One day Richard King, a shareholder and director at Capital Brewery, asked Thomas O’Guinn, professor of marketing at the University of Wisconsin-Madison Wisconsin School of Business, if his MBA students would be interested in a project on beer.
O’Guinn said yes, but not for the obvious reasons.
“I’d been using Harvard-style case studies in my brand management class because my students want real-world experience, but they weren’t ideal,” says O’Guinn. “They’re usually fictionalized to a certain degree and I was never really happy with them as a teaching tool, so when Richard asked if we wanted to work on Capital Brewery, it seemed like a great opportunity.”

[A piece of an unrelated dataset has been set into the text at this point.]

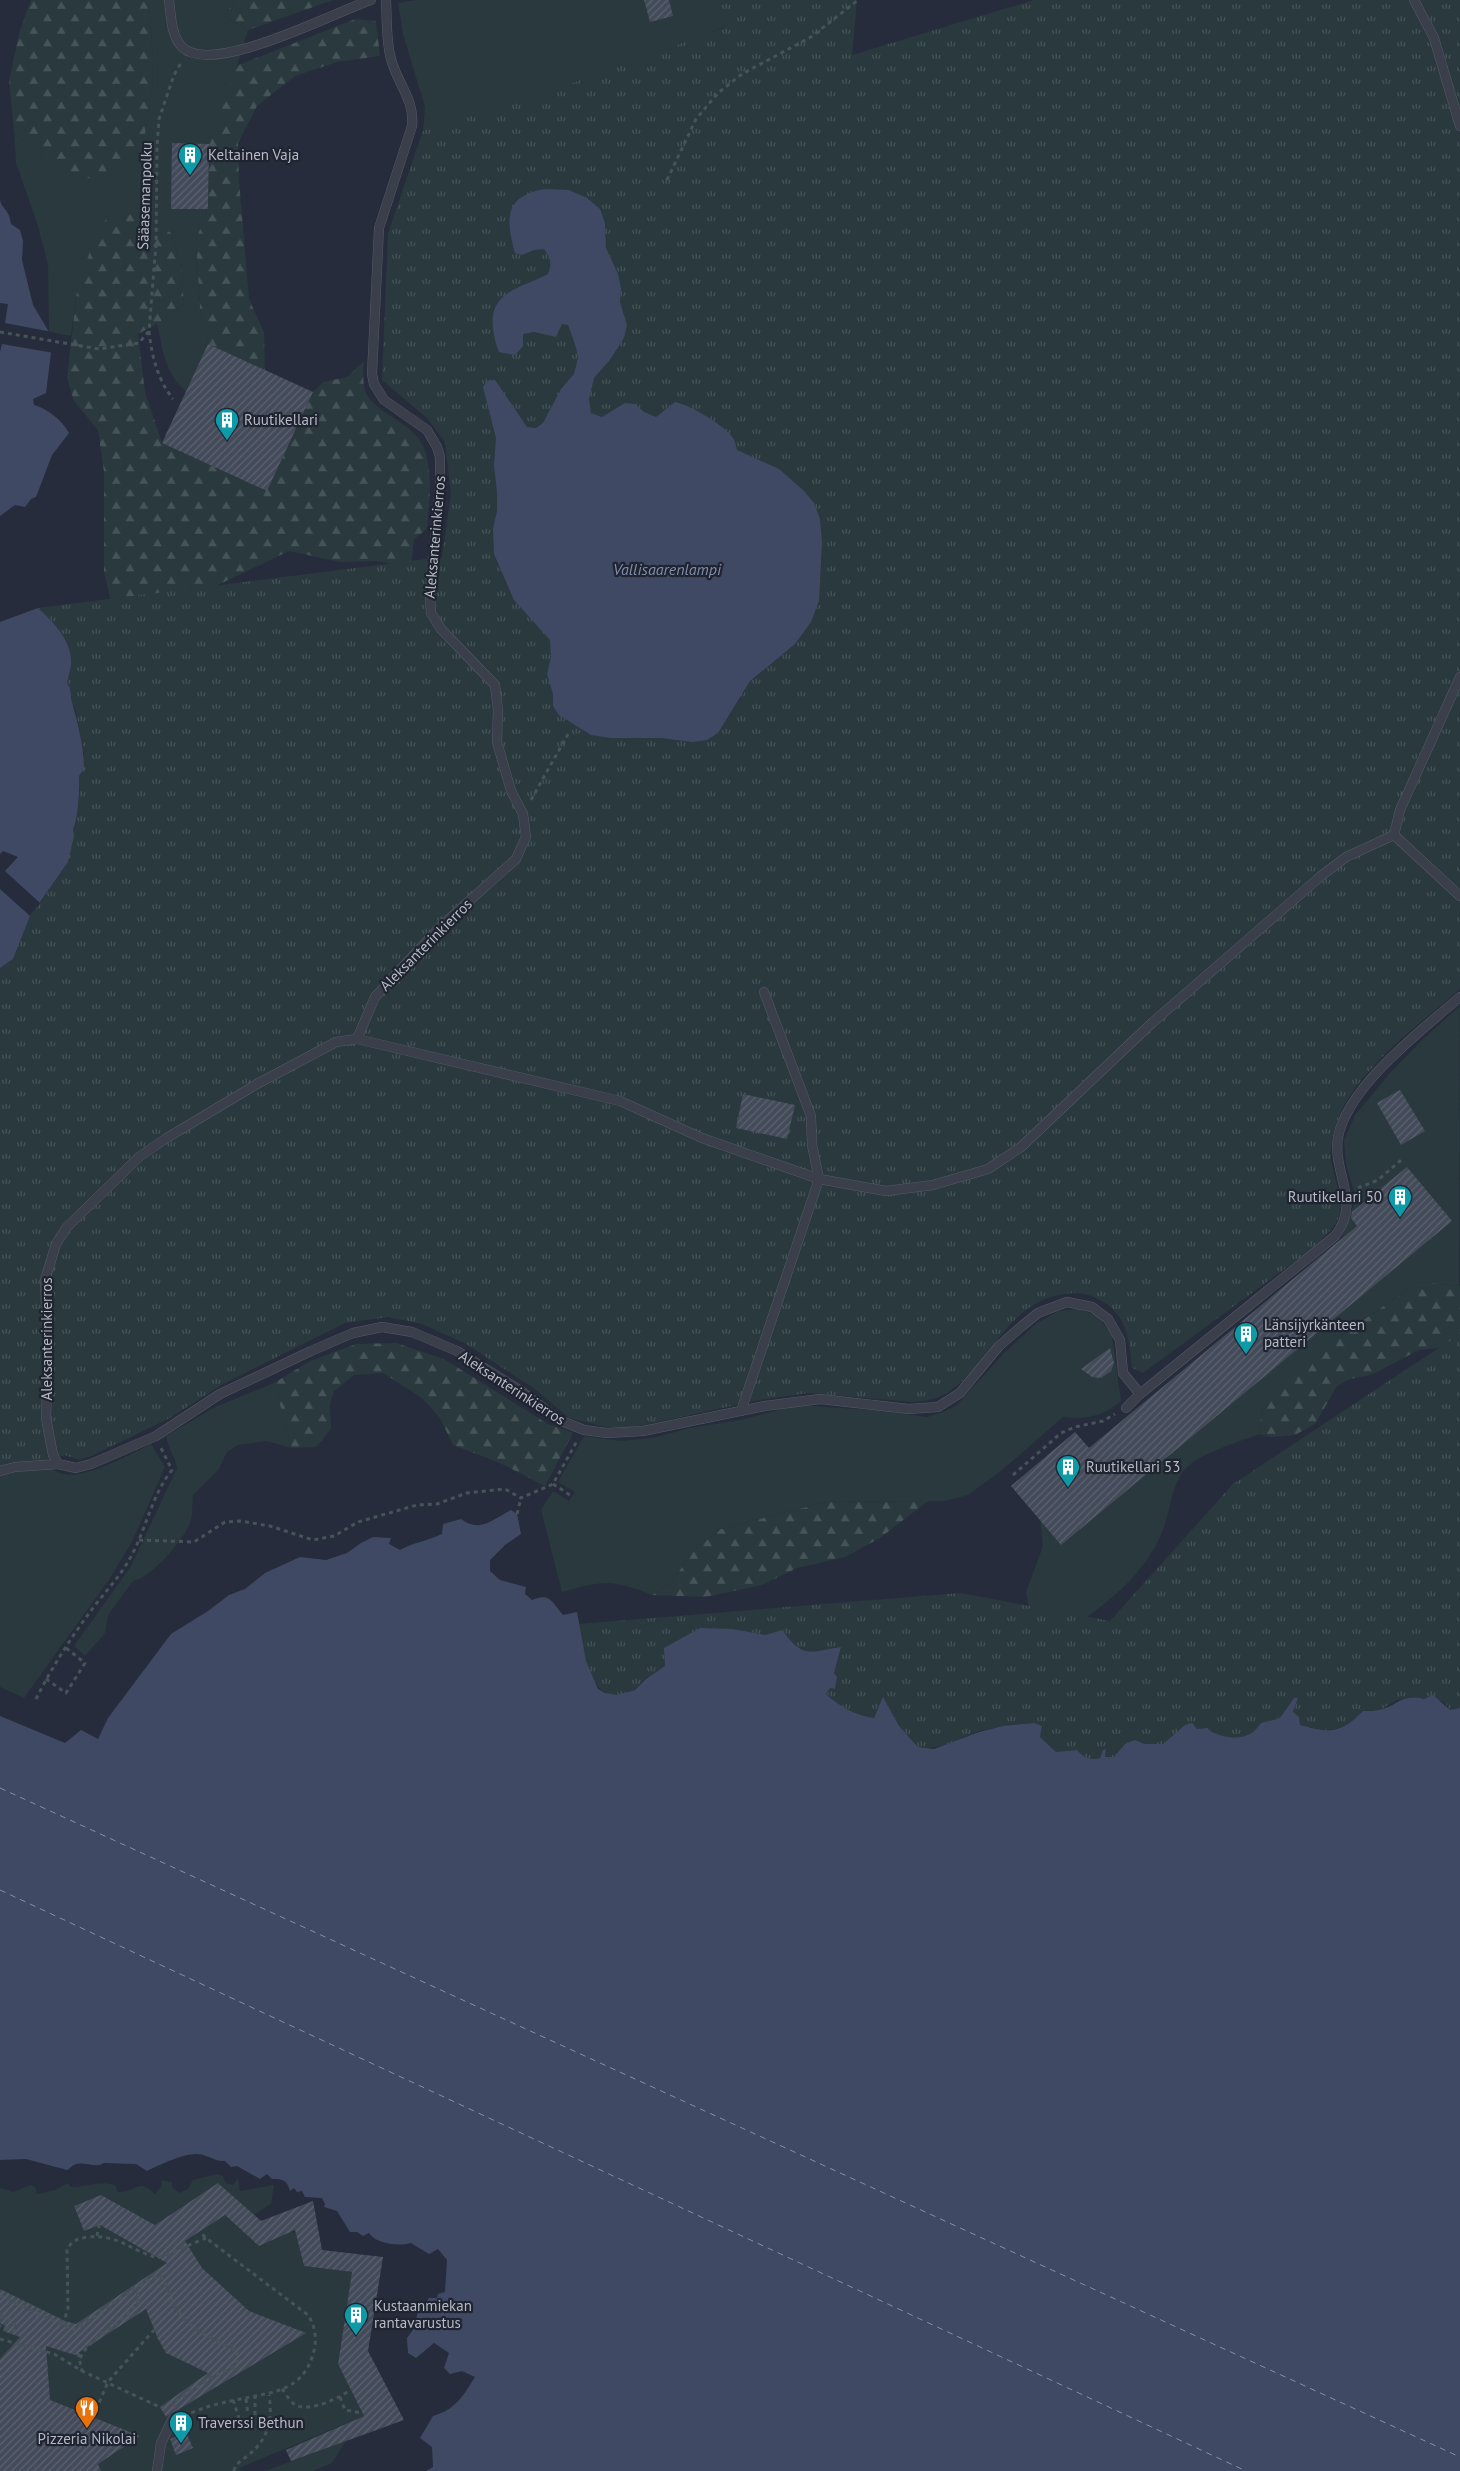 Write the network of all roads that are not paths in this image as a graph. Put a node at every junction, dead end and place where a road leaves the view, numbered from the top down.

Founded in 1984, Capital Brewery is one of the oldest craft breweries in Wisconsin, and its beers have won both national and international competitions. “Craft beers were a small fraction of the national beer market until about 10 years ago. Now traditional big-brewer, big brand beer sales are declining and craft beer sales are growing significantly, which means there’s a real opportunity to capture market share,” says O’Guinn.
And that’s where the Wisconsin MBA students come in. O’Guinn’s MBA students began to research the company and the local and national markets to identify the best strategies for growth.
Early in the semester, the MBA students visited the brewery to tour the facilities, meet the staff, and gain a first-hand understanding of the business and its challenges. After that, the students broke into eight groups and developed detailed recommendations based on conversations with King and Wiener about their business plan and model. The proposals identified several areas of opportunity for the brewery, based on both qualitative and quantitative data about the brand.
“They came up with really relevant stuff,” says King. “One group identified the real problem with the target demographic,” O’Guinn says. “Another group identified heat maps on store shelves where shoppers look for beer. Another group talked to the distributors, segmented all of the different markets, and figured out a plan for expanding.”
Classroom projects with real-world impact
At the end of the semester, Capital Brewery not only implemented many of the ideas that the students presented, but also offered jobs to some of the MBA students from the class.
Tim Annis (MBA ’16) says that knowing that his class work was going to be used to help a local business succeed in the real world motivated him to deliver his best work possible.
“Being able to apply the principles that we learned in our brand management class to a real brand was really interesting,” says Annis. “Sitting with Tom O’Guinn’s class, we analyzed the cultural meaning of brands, and this project fit really well into discussions about community because there is a lot of local, regional pride around craft beer and Capital Brewery specifically.”
“The project went really well,” says O’Guinn. “In fact, there’s a billboard on University Avenue that came out of our MBAs working with a local ad agency. So you take a class, and by the end of the semester there’s a billboard on a major street that you drive by on your way to school. That’s about as real world as you can get.”